Un élu socialiste outré qui demandait au gouvernement français d'intervenir pour forcer le président à ne plus «malmener» la langue du pays vient se de faire opposer une fin de non-recevoir.

Le député de l'Eure, François Loncle, a exigé en février 2010 du ministre de l'Éducation, Luc Chatel, qu'il prenne «les dispositions nécessaires» pour corriger Nicolas Sarkozy et faire cesser ces «atteintes à la culture de notre pays et à sa réputation dans le monde».

Le chef d'État, a alors indiqué le député, éprouve «maintes difficultés» à pratiquer la langue française, «malmenant le vocabulaire et la syntaxe, omettant les accords» tout en s'aventurant volontairement ou involontairement «à employer des termes et formulations vulgaires» dans ses sorties publiques.

La demande de M. Loncle, plutôt inhabituelle de son propre aveu, est restée sans réponse pendant plusieurs mois jusqu'à ce qu'il relance le ministre en octobre. Il a finalement reçu une réponse écrite en décembre qui a été rendue publique au début de la semaine.

«Qualités rhétoriques»

D'emblée, le ministre Chatel relève que le président a montré en de nombreuses circonstances «de grandes qualités rhétoriques, telles que la force expressive, la conviction, l'à-propos, la répartie ou la puissance d'évocation».

Il souligne par ailleurs que le chef d'État «parle clair et vrai, refusant un style amphigourique et les circonvolutions syntaxiques qui perdent l'auditeur et le citoyen».

«Juger de son expression en puriste, c'est donc non seulement lui intenter un injuste procès, mais aussi ignorer son sens de la proximité. Ses paroles relèvent de la spontanéité et, au contraire d'un calcul, sont le signe d'une grande sincérité», conclut le ministre.

«Luc Chatel reconnaît que le président s'exprime mal et lui donne toutes les excuses possibles par rapport à sa façon de parler», a déploré hier en entrevue le député socialiste, qui juge les arguments avancés «contestables» et «risibles».

«M. Sarkozy manque d'éducation et de culture par rapport à ces cinq prédécesseurs. Il ne s'est pas adapté à sa fonction», a-t-il dit.

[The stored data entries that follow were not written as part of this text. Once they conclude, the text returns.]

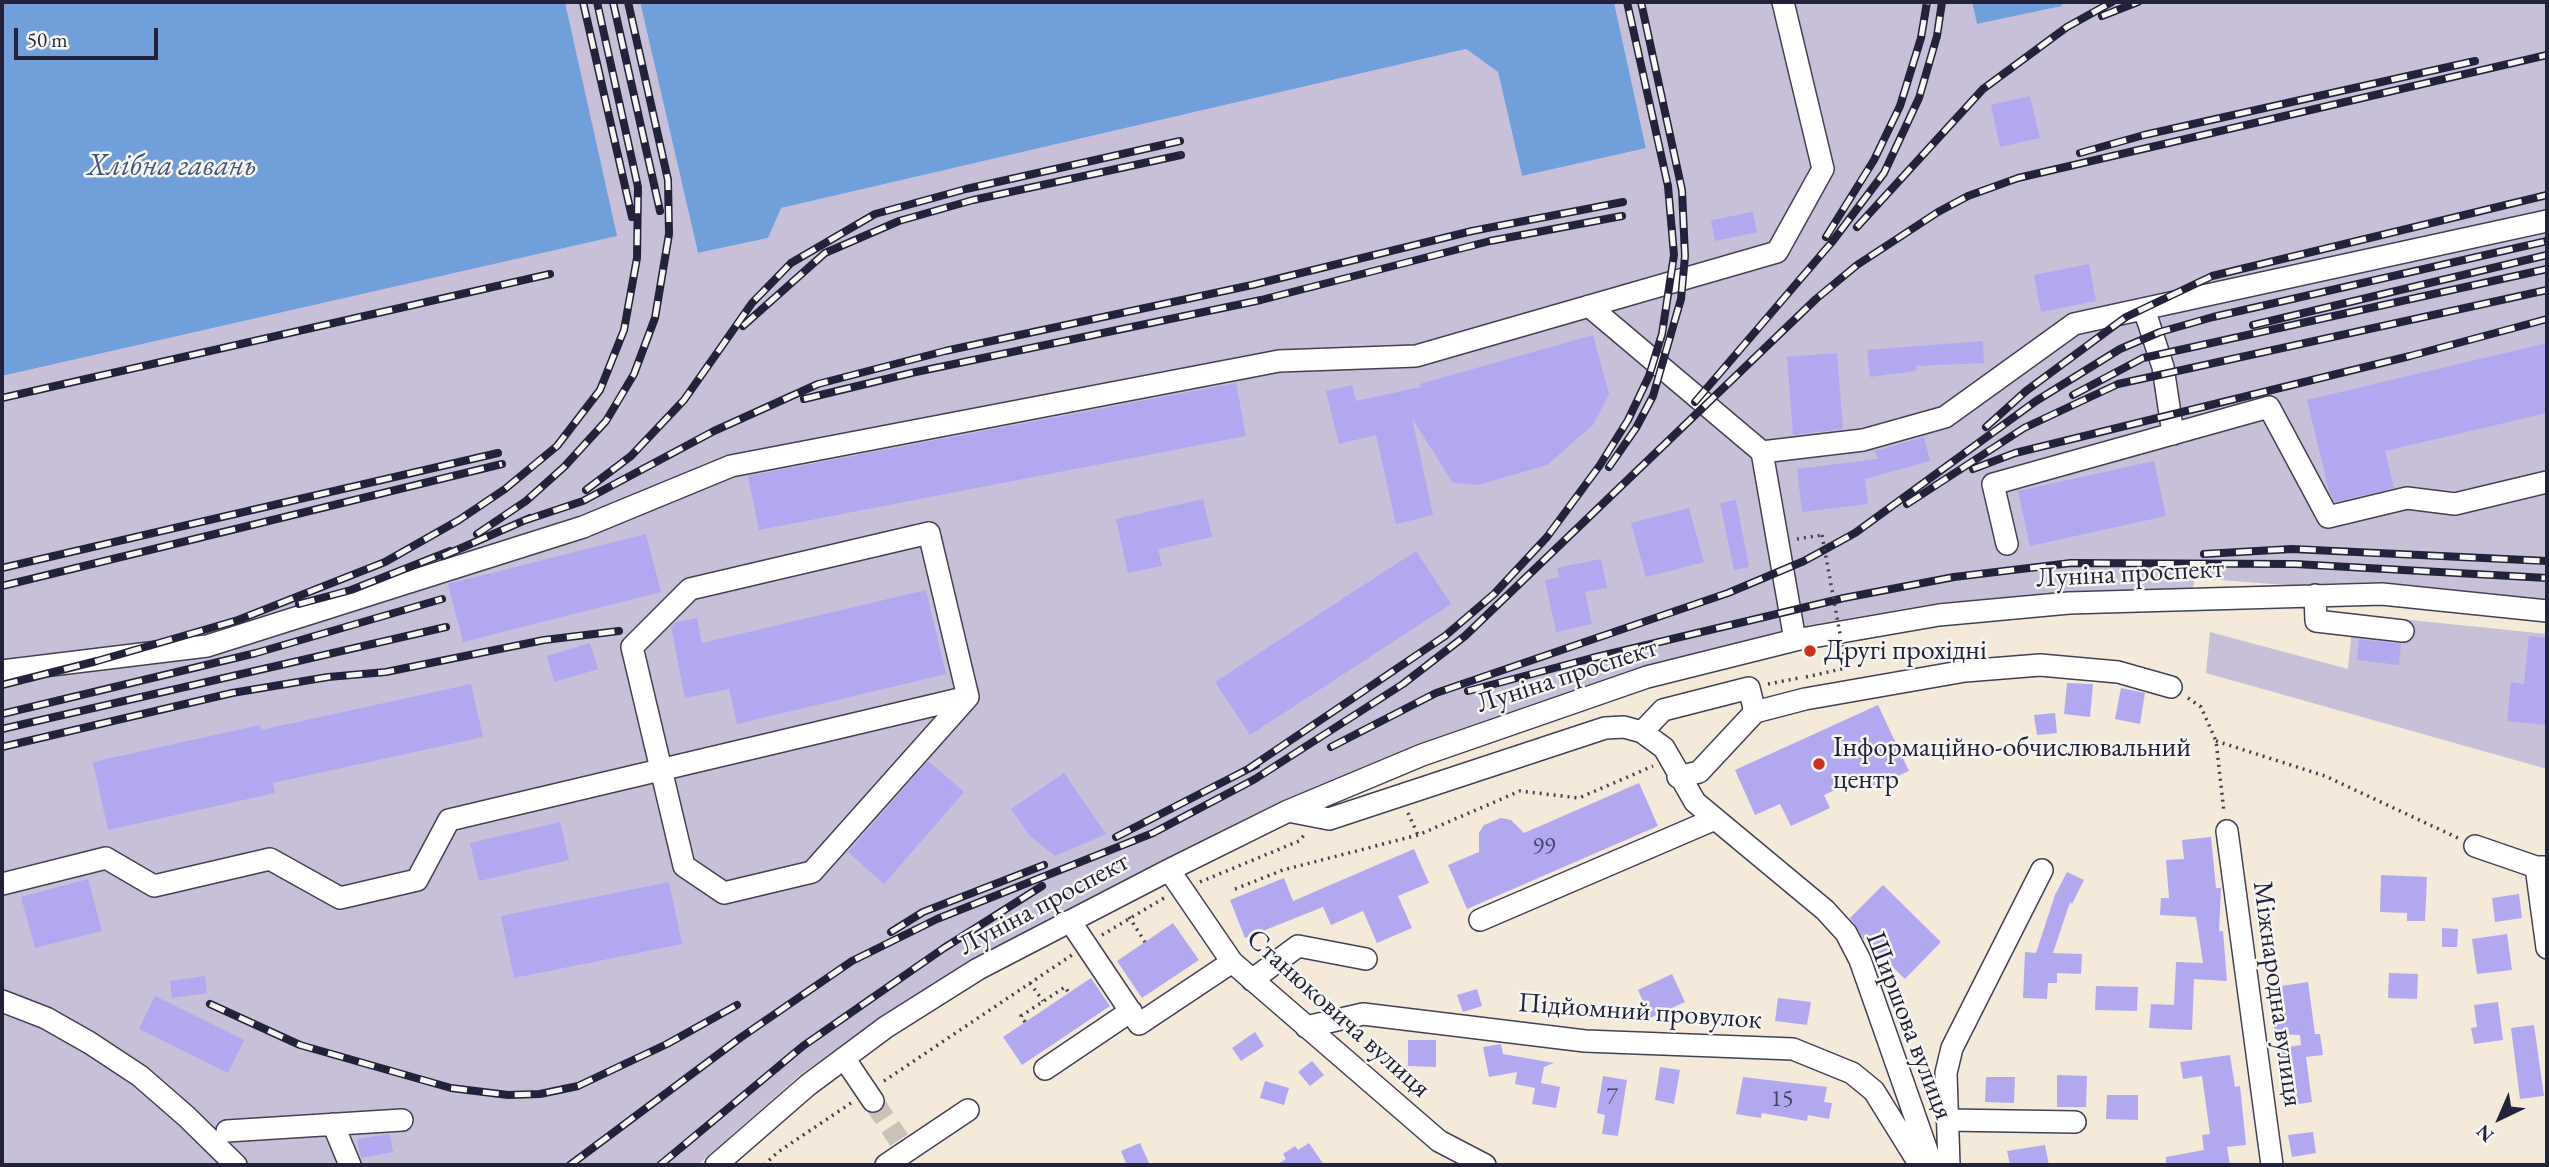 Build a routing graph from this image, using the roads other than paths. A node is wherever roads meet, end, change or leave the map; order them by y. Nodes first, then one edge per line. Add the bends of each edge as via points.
1 (1783, 2) edge
2 (2547, 221) edge
3 (1589, 306) junction
4 (2144, 309) junction
5 (2173, 434) junction
6 (1762, 452) junction
7 (2547, 482) edge
8 (2007, 544) dead end
9 (2315, 595) junction
10 (2547, 611) edge
11 (2403, 631) dead end
12 (1795, 640) junction
13 (2, 671) edge
14 (2171, 687) road end
15 (968, 697) junction
16 (1755, 712) junction
17 (1642, 732) junction
18 (1674, 768) junction
19 (661, 770) junction
20 (1288, 811) junction
21 (1715, 819) junction
22 (2227, 831) road end
23 (2475, 846) road end
24 (2542, 867) edge
25 (1169, 870) junction
26 (2042, 870) dead end
27 (2, 884) edge
28 (1480, 920) dead end
29 (1070, 921) junction
30 (2547, 948) edge
31 (1366, 959) dead end
32 (1232, 962) junction
33 (1252, 980) junction
34 (2, 1001) edge
35 (1131, 1012) junction
36 (1306, 1027) junction
37 (844, 1058) junction
38 (1045, 1069) dead end
39 (870, 1097) tunnel mouth
40 (968, 1110) dead end
41 (402, 1120) dead end
42 (1947, 1120) junction
43 (2075, 1122) dead end
44 (333, 1124) junction
45 (227, 1131) dead end
46 (1439, 1141) junction
47 (236, 1165) edge
48 (351, 1165) edge
49 (716, 1165) edge
50 (886, 1165) edge
51 (1444, 1165) edge
52 (1485, 1165) edge
53 (1920, 1165) edge
54 (1932, 1165) edge
55 (1949, 1165) edge
56 (2272, 1165) edge

1 - 3 street via 1823,169 1777,252
2 - 4 street
3 - 6 street
3 - 13 street via 1416,356 1279,361 732,466 583,527 207,646
4 - 5 street via 2163,367
4 - 6 street via 2074,324 1945,417 1863,440
5 - 7 street via 2269,407 2328,517 2407,498 2455,504
5 - 8 street via 1993,484
6 - 12 street
9 - 10 street, Луніна проспект via 2382,594
9 - 11 street via 2316,621
9 - 12 street, Луніна проспект via 2017,608 1939,615
12 - 20 street, Луніна проспект via 1647,677 1547,709
14 - 16 street via 2118,672 2040,665 1965,671
15 - 19 street
15 - 19 street via 812,872 724,893 684,866
15 - 19 street via 929,533 690,589 632,647
16 - 17 street via 1749,688 1663,710
16 - 18 street via 1699,772
17 - 18 street, Ширшова вулиця via 1654,739
17 - 20 street via 1605,728 1329,818
18 - 21 street, Ширшова вулиця via 1695,802
19 - 27 street via 449,820 417,880 340,898 270,859 153,886 106,858
20 - 25 street, Луніна проспект
21 - 28 street
21 - 54 street, Ширшова вулиця via 1825,910 1846,933 1860,960
22 - 56 street, Міжнародна вулиця
23 - 24 street
24 - 30 street
25 - 29 street, Луніна проспект
25 - 32 street, Станюковича вулиця
26 - 42 street via 1952,1048 1946,1073
29 - 35 street
29 - 37 street, Луніна проспект via 978,970
31 - 33 street via 1298,946
32 - 33 street, Станюковича вулиця
32 - 35 street via 1139,1024
33 - 36 street, Станюковича вулиця
34 - 47 street via 68,1031 140,1076
35 - 38 street
36 - 46 street, Станюковича вулиця
36 - 53 street, Підйомний провулок via 1363,1014 1585,1041 1793,1049 1852,1073 1874,1091
37 - 39 street
37 - 49 street, Луніна проспект
40 - 50 street via 903,1146
41 - 44 street
42 - 43 street
42 - 55 street
44 - 45 street
44 - 48 street
46 - 51 street
46 - 52 street, Станюковича вулиця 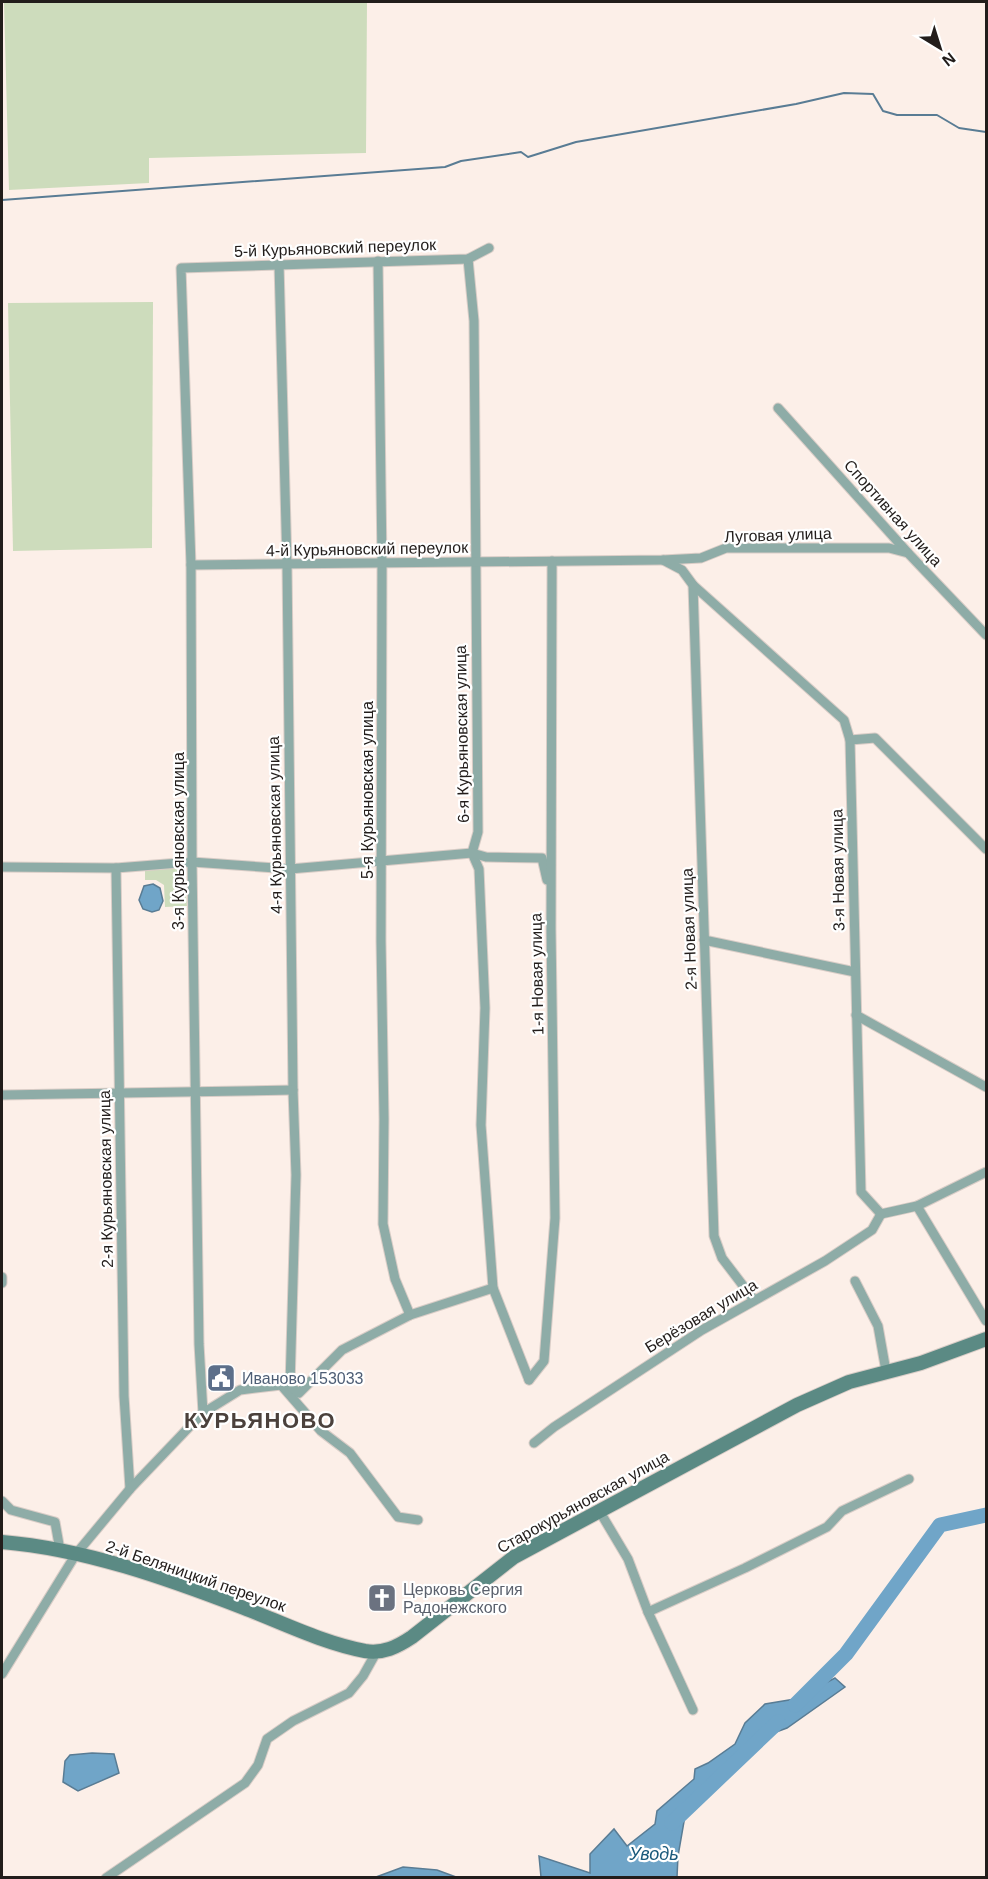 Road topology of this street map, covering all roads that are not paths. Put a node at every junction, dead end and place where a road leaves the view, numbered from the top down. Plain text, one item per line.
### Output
1 (489, 248) dead end
2 (468, 259) junction
3 (378, 261) junction
4 (279, 264) junction
5 (181, 268) joint
6 (778, 408) dead end
7 (908, 553) junction
8 (663, 560) junction
9 (382, 562) junction
10 (547, 562) junction
11 (476, 563) junction
12 (191, 565) junction
13 (287, 565) junction
14 (693, 585) junction
15 (987, 635) edge
16 (850, 740) junction
17 (987, 849) edge
18 (472, 853) junction
19 (192, 862) junction
20 (382, 862) junction
21 (2, 867) edge
22 (116, 868) junction
23 (290, 869) junction
24 (551, 898) junction
25 (704, 940) junction
26 (855, 972) junction
27 (856, 1015) junction
28 (987, 1087) edge
29 (292, 1090) junction
30 (196, 1091) junction
31 (120, 1094) junction
32 (2, 1095) edge
33 (987, 1172) edge
34 (917, 1206) junction
35 (881, 1214) junction
36 (2, 1277) edge
37 (855, 1281) dead end
38 (2, 1283) edge
39 (494, 1288) junction
40 (754, 1300) junction
41 (410, 1315) junction
42 (987, 1321) edge
43 (987, 1339) edge
44 (987, 1346) edge
45 (886, 1371) junction
46 (529, 1380) joint
47 (285, 1385) junction
48 (203, 1413) junction
49 (534, 1443) dead end
50 (909, 1479) dead end
51 (130, 1489) junction
52 (2, 1501) edge
53 (600, 1512) junction
54 (418, 1520) dead end
55 (2, 1542) edge
56 (60, 1550) junction
57 (76, 1554) junction
58 (648, 1612) junction
59 (377, 1651) junction
60 (2, 1674) edge
61 (693, 1710) dead end
62 (106, 1878) edge

1 - 2 street, 5-й Курьяновский переулок
2 - 3 street, 5-й Курьяновский переулок
2 - 11 street, 6-я Курьяновская улица
3 - 4 street, 5-й Курьяновский переулок
3 - 9 street, 5-я Курьяновская улица
4 - 5 street, 5-й Курьяновский переулок
4 - 13 street, 4-я Курьяновская улица
5 - 12 street, 3-я Курьяновская улица
6 - 7 street, Спортивная улица
7 - 8 street, Луговая улица
7 - 15 street, Спортивная улица
8 - 10 street, Луговая улица
8 - 14 street
9 - 11 street, 4-й Курьяновский переулок
9 - 13 street, 4-й Курьяновский переулок
9 - 20 street, 5-я Курьяновская улица
10 - 11 street, 4-й Курьяновский переулок
10 - 24 street, 1-я Новая улица
11 - 18 street, 6-я Курьяновская улица
12 - 13 street, 4-й Курьяновский переулок
12 - 19 street, 3-я Курьяновская улица
13 - 23 street, 4-я Курьяновская улица
14 - 16 street, 3-я Новая улица
14 - 25 street, 2-я Новая улица
16 - 17 street
16 - 26 street, 3-я Новая улица
18 - 20 street
18 - 24 street
18 - 39 street, 6-я Курьяновская улица
19 - 22 street
19 - 23 street
19 - 30 street, 3-я Курьяновская улица
20 - 23 street
20 - 41 street, 5-я Курьяновская улица
21 - 22 street
22 - 31 street, 2-я Курьяновская улица
23 - 29 street, 4-я Курьяновская улица
24 - 46 street, 1-я Новая улица
25 - 26 street
25 - 40 street, 2-я Новая улица
26 - 27 street, 3-я Новая улица
27 - 28 street
27 - 35 street, 3-я Новая улица
29 - 30 street
29 - 47 street, 4-я Курьяновская улица
30 - 31 street
30 - 48 street, 3-я Курьяновская улица
31 - 32 street
31 - 51 street, 2-я Курьяновская улица
33 - 34 street
34 - 35 street
34 - 42 street
35 - 40 street, Берёзовая улица
36 - 38 street
37 - 45 street
39 - 41 street
39 - 46 street, 6-я Курьяновская улица
40 - 49 street, Берёзовая улица
41 - 47 street
43 - 45 main road, Старокурьяновская улица
44 - 45 main road, Старокурьяновская улица
45 - 53 main road, Старокурьяновская улица
47 - 48 street
47 - 54 street
48 - 51 street
50 - 58 street
51 - 57 street
52 - 56 street
53 - 58 street
53 - 59 main road, Старокурьяновская улица
55 - 56 main road, 2-й Беляницкий переулок
56 - 57 main road, 2-й Беляницкий переулок
57 - 59 main road, 2-й Беляницкий переулок
57 - 60 street
58 - 61 street
59 - 62 street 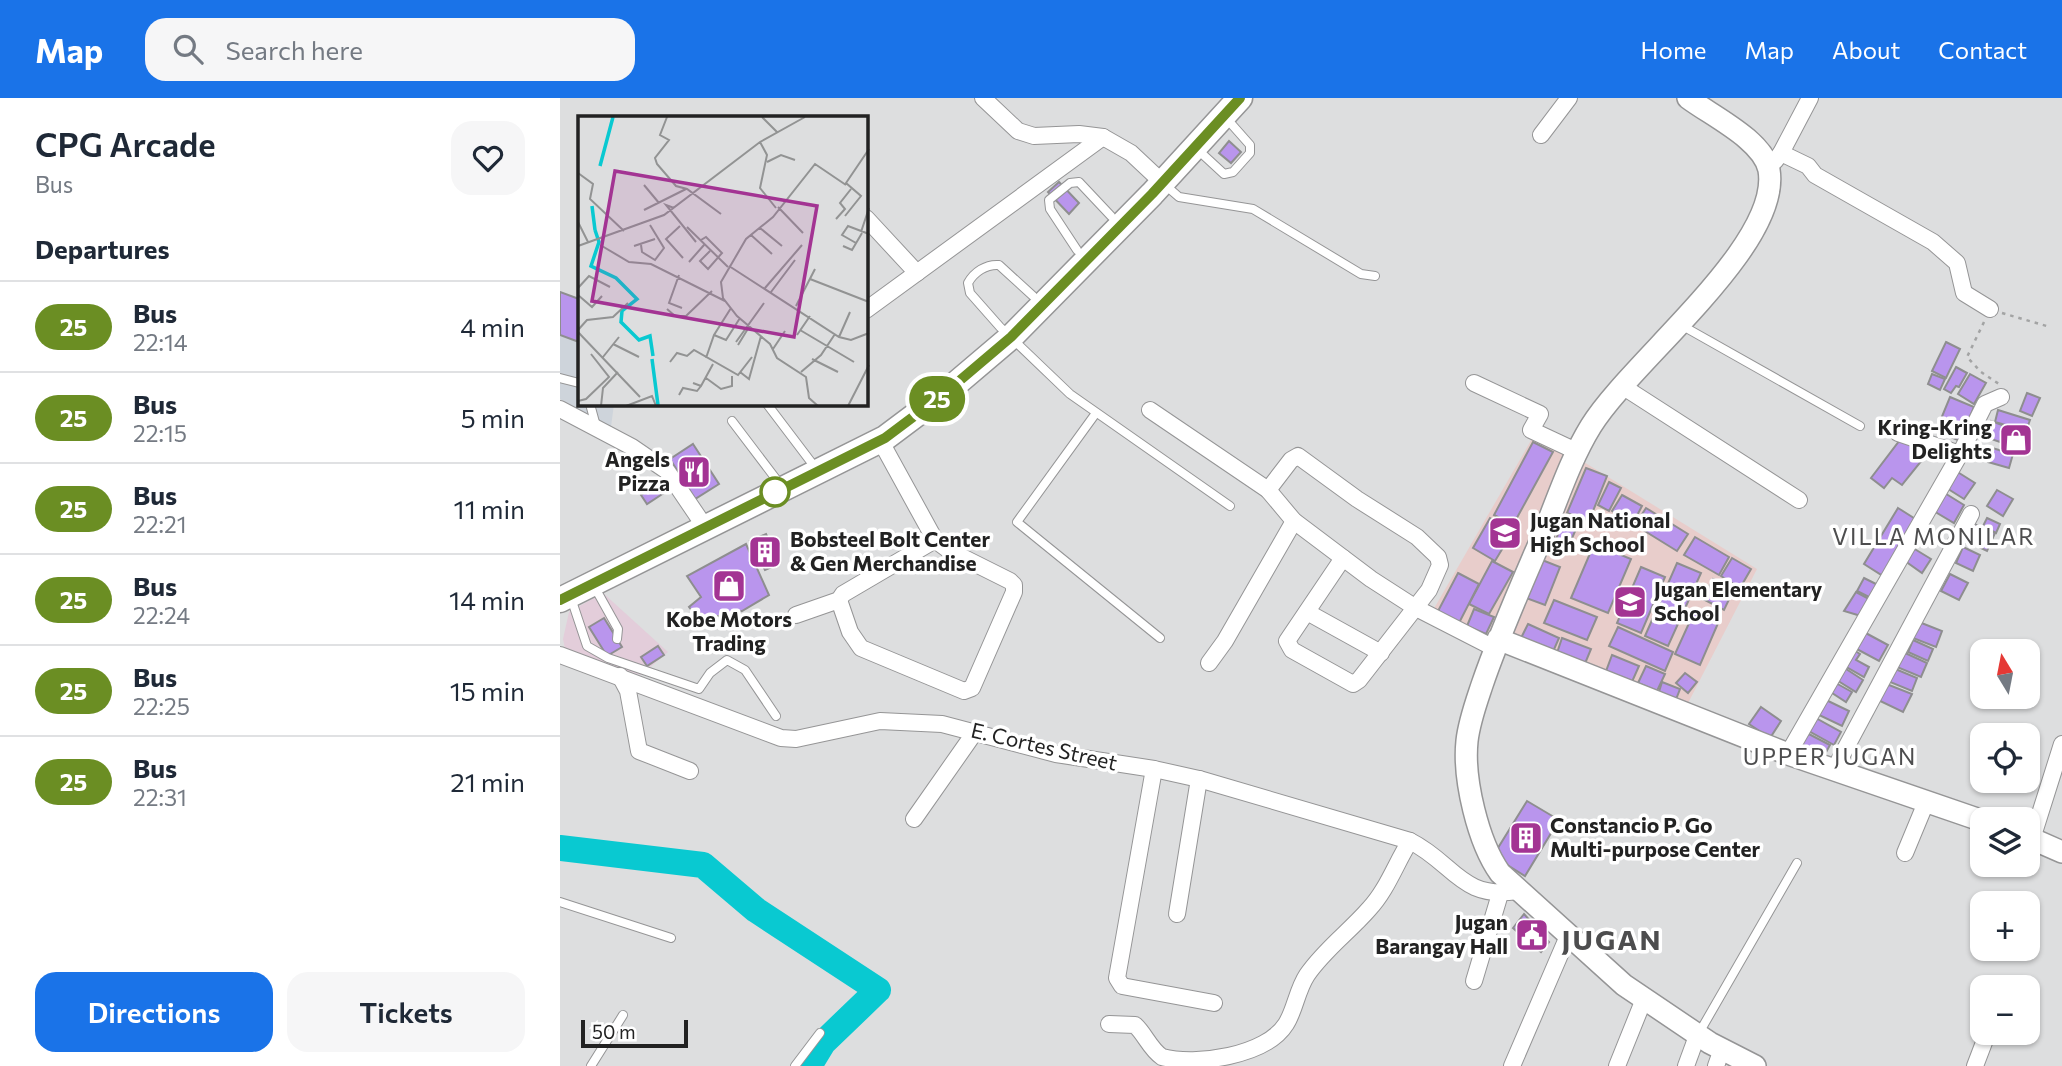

Le député socialiste n'est pas le premier à s'offenser du niveau de langage du président, qui avait soulevé une vive controverse il y a quelques années en lançant «Casse-toi, pauv' con» à un visiteur du Salon de l'agriculture ayant refusé de lui serrer la main.

Dans une lettre ouverte parue au début de 2009 sous le titre «Sarkosy m'à tuer», Barbara Cassin, philologue, a fustigé les errements linguistiques du chef d'État. Elle a notamment relevé que certains de ses discours comportaient des erreurs «qu'on ne tolère pas en classe puisqu'elles sont le signe que l'élève ne comprend pas le mécanisme de la langue».

Démagogie?

Elle a par ailleurs demandé si ces ratés apparents visaient en fait à faciliter un rapprochement avec la population. «"Je" parle comme "eux", j'écris aussi mal qu'eux: ils croiront que je pense comme eux, ils penseront comme moi», a résumé la chercheuse.

M. Loncle pense que les écarts du président tiennent à la fois de sa maîtrise imparfaite de la langue et de sa volonté «démagogique» de ne pas paraître trop élitiste.

«C'est totalement contreproductif (comme stratégie) en France», a relevé le député socialiste, qui dit avoir constaté une légère amélioration dans les interventions publiques du chef d'État au cours des derniers mois.

«Il se peut qu'il fasse davantage attention à son image dans la perspective de l'élection (présidentielle) de 2012 et la langue fait partie de l'image. Mais avec lui, le naturel reprend souvent le dessus», a prévenu M. Loncle.